Rather surprisingly—given that he was supposedly an esteemed academic whose opinions are so willingly gobbled up by useful idiots like Pakenham—what he neglected to tell his readers is that the list he worked from was by no means the standing British army. Indeed, it contained not only the entire British Army including reserves, militia, and yeomanry, but also such things as the entire Indian army and reserves, the army of the Princely State of Hyderabad, the Canadian navy and police, the New South Wales navy and police, every member of the rifle clubs in Queensland and South Australia, the cadet force in Tasmania, volunteer militia men in the Falkland Islands and St. Helena, and the entire police forces of the West Indies, Fiji, West Africa, Cyprus, and Malaya.[4] This is the sort of fantastical nonsense which is still regurgitated to try and explain away the republican defeat. The only surprise is that Breytenbach forgot to include the elite stormtroopers of the Salvation Army or the trained killers of the Boys Brigade in his lunatic computations.

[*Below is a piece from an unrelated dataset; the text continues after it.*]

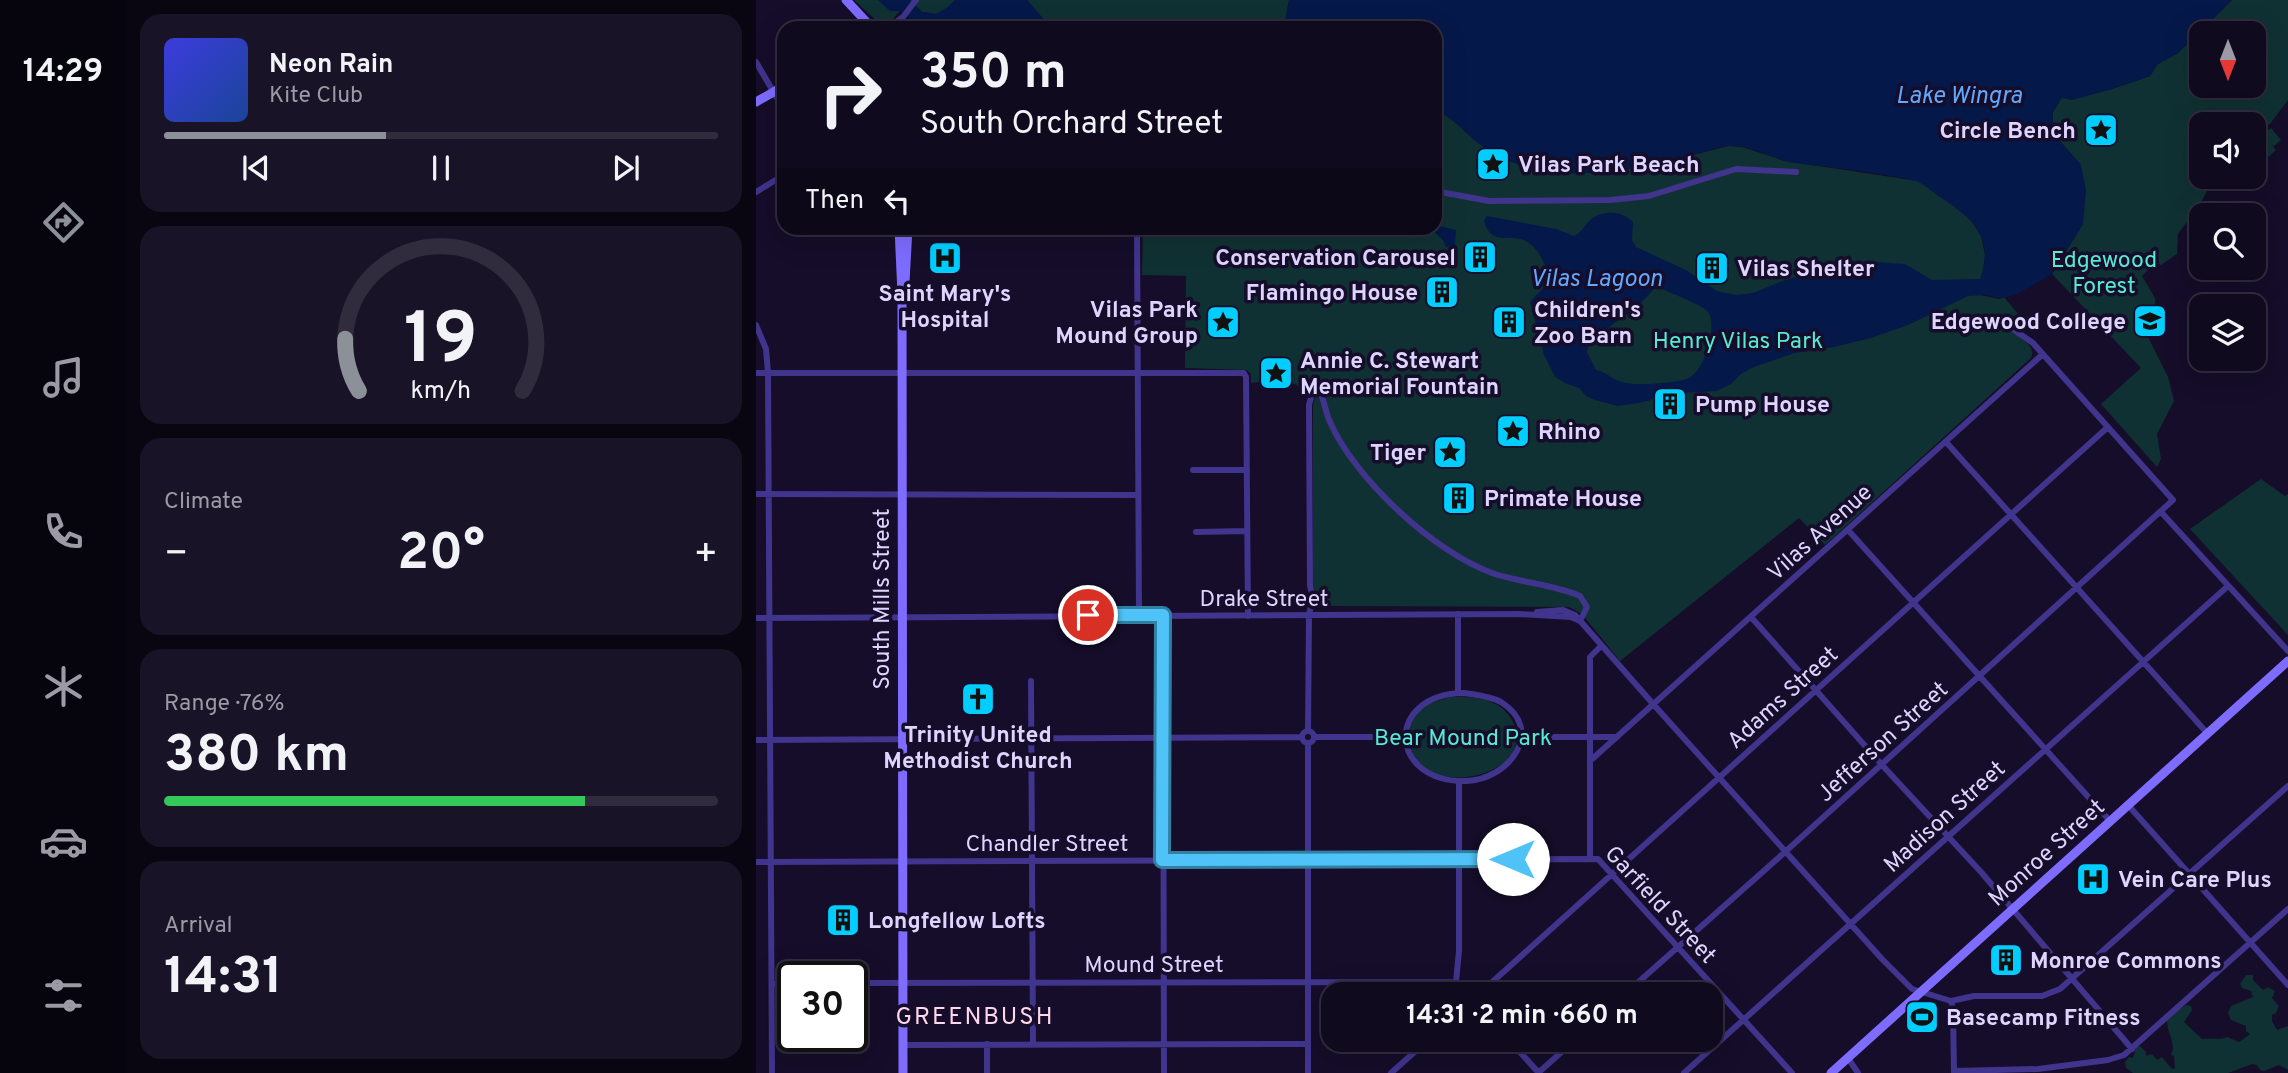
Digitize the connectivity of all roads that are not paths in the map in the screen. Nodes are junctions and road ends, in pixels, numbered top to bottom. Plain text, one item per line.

Kobus sportingly declares that his interlocutor is ‘entitled to his own opinion’… but, guess what, Kobus? You are not entitled to make up your own ‘facts’.

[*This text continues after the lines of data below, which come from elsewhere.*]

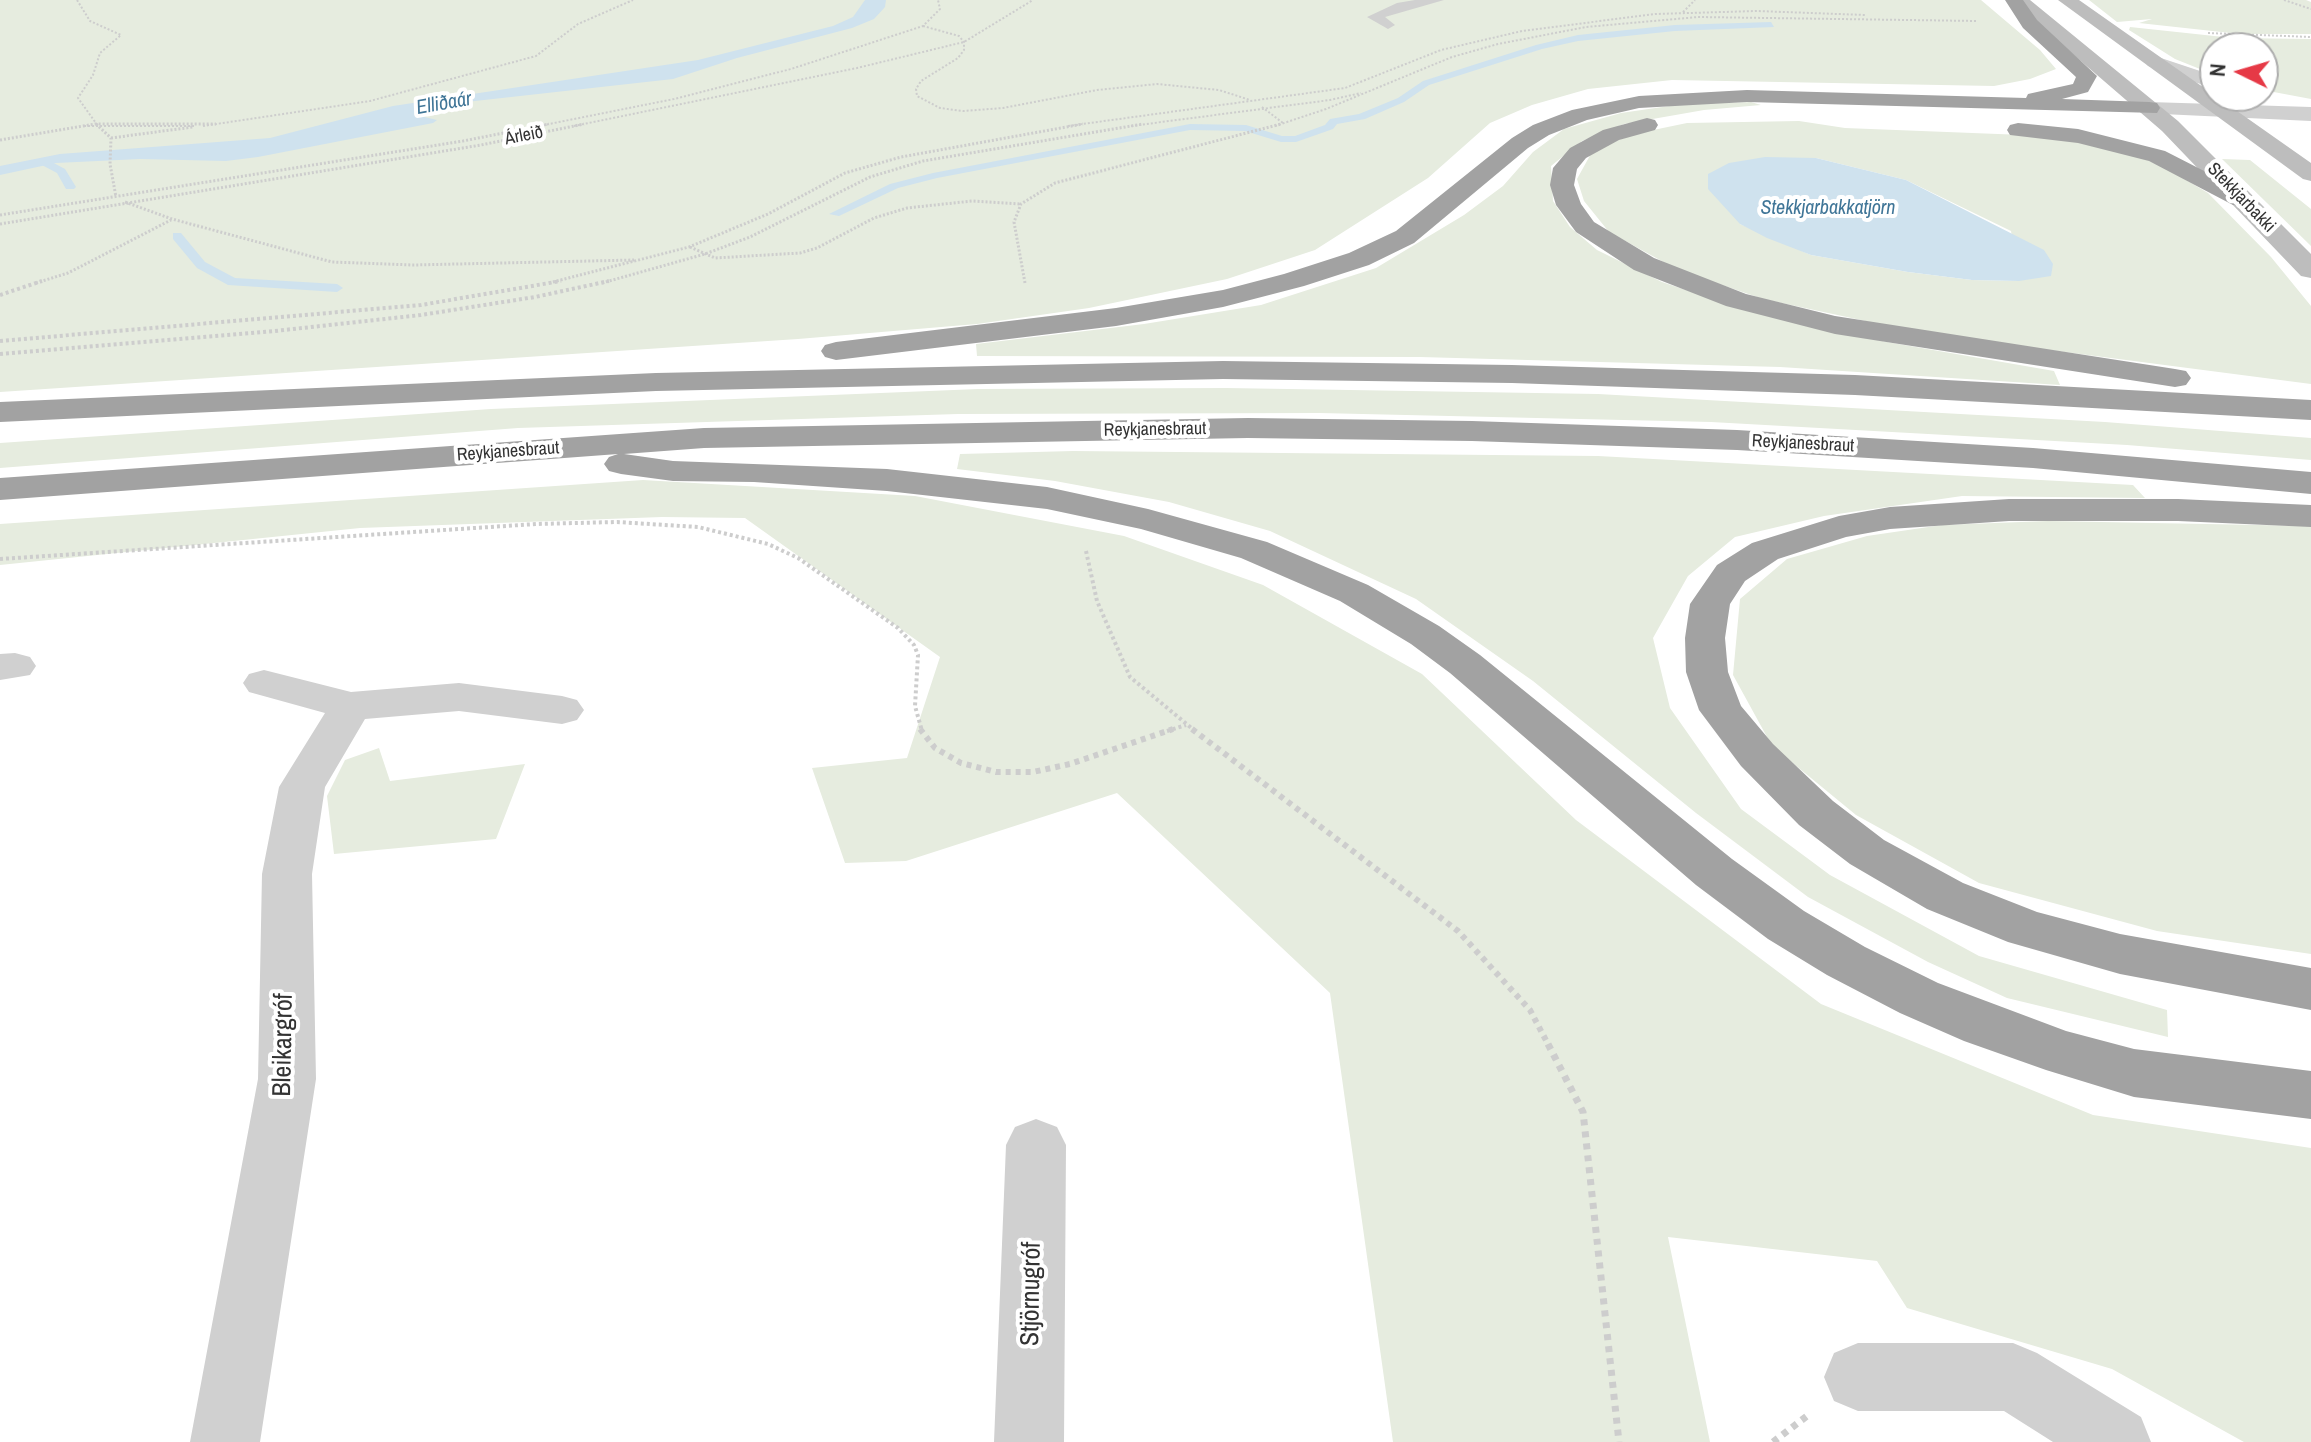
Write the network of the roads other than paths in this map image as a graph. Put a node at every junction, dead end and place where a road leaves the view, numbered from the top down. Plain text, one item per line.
1 (1438, 0) edge
2 (2017, 0) edge
3 (2067, 0) edge
4 (1388, 25) dead end
5 (2155, 62) junction
6 (2199, 77) edge
7 (2199, 95) edge
8 (2279, 97) edge
9 (2000, 102) junction
10 (2311, 102) edge
11 (2149, 108) junction
12 (2199, 110) edge
13 (2222, 112) edge
14 (2251, 112) edge
15 (1768, 113) junction
16 (2311, 114) edge
17 (1918, 123) dead end
18 (2170, 126) junction
19 (2002, 129) dead end
20 (2246, 129) junction
21 (2311, 132) edge
22 (2311, 174) edge
23 (2242, 200) junction
24 (2311, 270) edge
25 (656, 382) junction
26 (2311, 402) edge
27 (2311, 410) edge
28 (0, 412) edge
29 (523, 451) junction
30 (2311, 483) edge
31 (0, 489) edge
32 (2311, 516) edge
33 (264, 683) dead end
34 (351, 706) junction
35 (562, 710) dead end
36 (2311, 989) edge
37 (2311, 1095) edge
38 (1036, 1145) dead end
39 (1858, 1377) dead end
40 (225, 1442) edge
41 (1029, 1442) edge
42 (2116, 1442) edge

1 - 4 lane
2 - 9 highway
2 - 11 main road, Stekkjarbakki
3 - 5 main road
5 - 6 street
5 - 7 main road
8 - 10 street
9 - 11 highway
9 - 25 highway
11 - 12 street
11 - 18 main road, Stekkjarbakki
13 - 20 main road
14 - 16 street
15 - 17 highway
15 - 18 highway
15 - 26 highway
18 - 20 street, Stekkjarbakki
18 - 23 main road, Stekkjarbakki
19 - 23 highway
20 - 21 street, Stekkjarbakki
20 - 22 main road
23 - 24 main road, Stekkjarbakki
25 - 27 highway
25 - 28 highway
29 - 30 highway, Reykjanesbraut
29 - 31 highway, Reykjanesbraut
29 - 37 highway
32 - 36 highway
33 - 34 street
34 - 35 street
34 - 40 street, Bleikargróf
38 - 41 street, Stjörnugróf
39 - 42 street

[1] The Army handbook of the British Empire, 1893, p.15
[2] Carver, The National Army Museum Book of the Boer War, p.13
[3] Breytenbach, Geskiedenis van die Tweede Vryheidsoorlog 1899–1902, Vol. 1, ch.1
[4] Maurice, The History of the War in South Africa, 1899–1902, Vol.1, p. 89–95

4 Comments
Kobus is one of these top contributors on Boer War sites and it’s clear he is contributing without any research or thought. It’s clear Breytenbach and other “Boer” historians continue to dominate a subject consistently deconstructed by Dunning Kruger effect.

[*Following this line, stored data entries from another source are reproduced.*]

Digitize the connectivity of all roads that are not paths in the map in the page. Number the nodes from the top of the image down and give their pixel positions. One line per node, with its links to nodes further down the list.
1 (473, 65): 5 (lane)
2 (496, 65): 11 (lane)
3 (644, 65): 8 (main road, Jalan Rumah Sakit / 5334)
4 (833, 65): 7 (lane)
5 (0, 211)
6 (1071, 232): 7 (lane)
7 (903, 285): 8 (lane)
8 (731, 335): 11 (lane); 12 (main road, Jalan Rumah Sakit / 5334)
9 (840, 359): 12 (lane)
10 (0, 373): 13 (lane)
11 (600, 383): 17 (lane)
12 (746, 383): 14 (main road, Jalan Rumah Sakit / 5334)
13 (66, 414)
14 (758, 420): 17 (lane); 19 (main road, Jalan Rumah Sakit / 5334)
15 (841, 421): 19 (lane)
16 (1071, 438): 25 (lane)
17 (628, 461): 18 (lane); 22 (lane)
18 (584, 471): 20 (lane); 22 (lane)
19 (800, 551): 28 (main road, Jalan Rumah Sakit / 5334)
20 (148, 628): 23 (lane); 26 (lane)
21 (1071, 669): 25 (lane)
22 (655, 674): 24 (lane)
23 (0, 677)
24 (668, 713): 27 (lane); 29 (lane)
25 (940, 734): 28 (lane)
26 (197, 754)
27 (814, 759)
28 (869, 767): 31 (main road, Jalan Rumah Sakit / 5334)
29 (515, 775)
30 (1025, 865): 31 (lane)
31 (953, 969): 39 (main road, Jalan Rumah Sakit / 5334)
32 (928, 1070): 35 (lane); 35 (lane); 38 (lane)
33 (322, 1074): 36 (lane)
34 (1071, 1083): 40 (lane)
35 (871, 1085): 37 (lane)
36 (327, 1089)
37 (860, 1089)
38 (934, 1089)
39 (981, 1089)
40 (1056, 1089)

Yes – if he qualifies as a ‘top contributor’, I would hate to see what absolute crap the others come up with.
Anyone who thinks the British standing army of the late Victorian period was ‘around a million strong’ has never done a minute’s worth of research into the Boer War.
It was NOT even a Million Strong at the start of the Great War, and that included all colonies and realms, and all the Naval capability. They do make this stuff up without context.
Yup. The regular / standing British army in 1914 – just prior to the Great War – was 247,000 strong.
These clowns have zero interest in historical reality, and all that matters to them is keeping their comforting myths alive – and one of the ways to do this is to pretend that the British army of 1899 was some vast, khaki-coloured steam roller, millions of men strong… because if they were honest, and admitted the truth, it’s suddenly much harder to play the part of the victim (as in, the victim in the war the Boers started).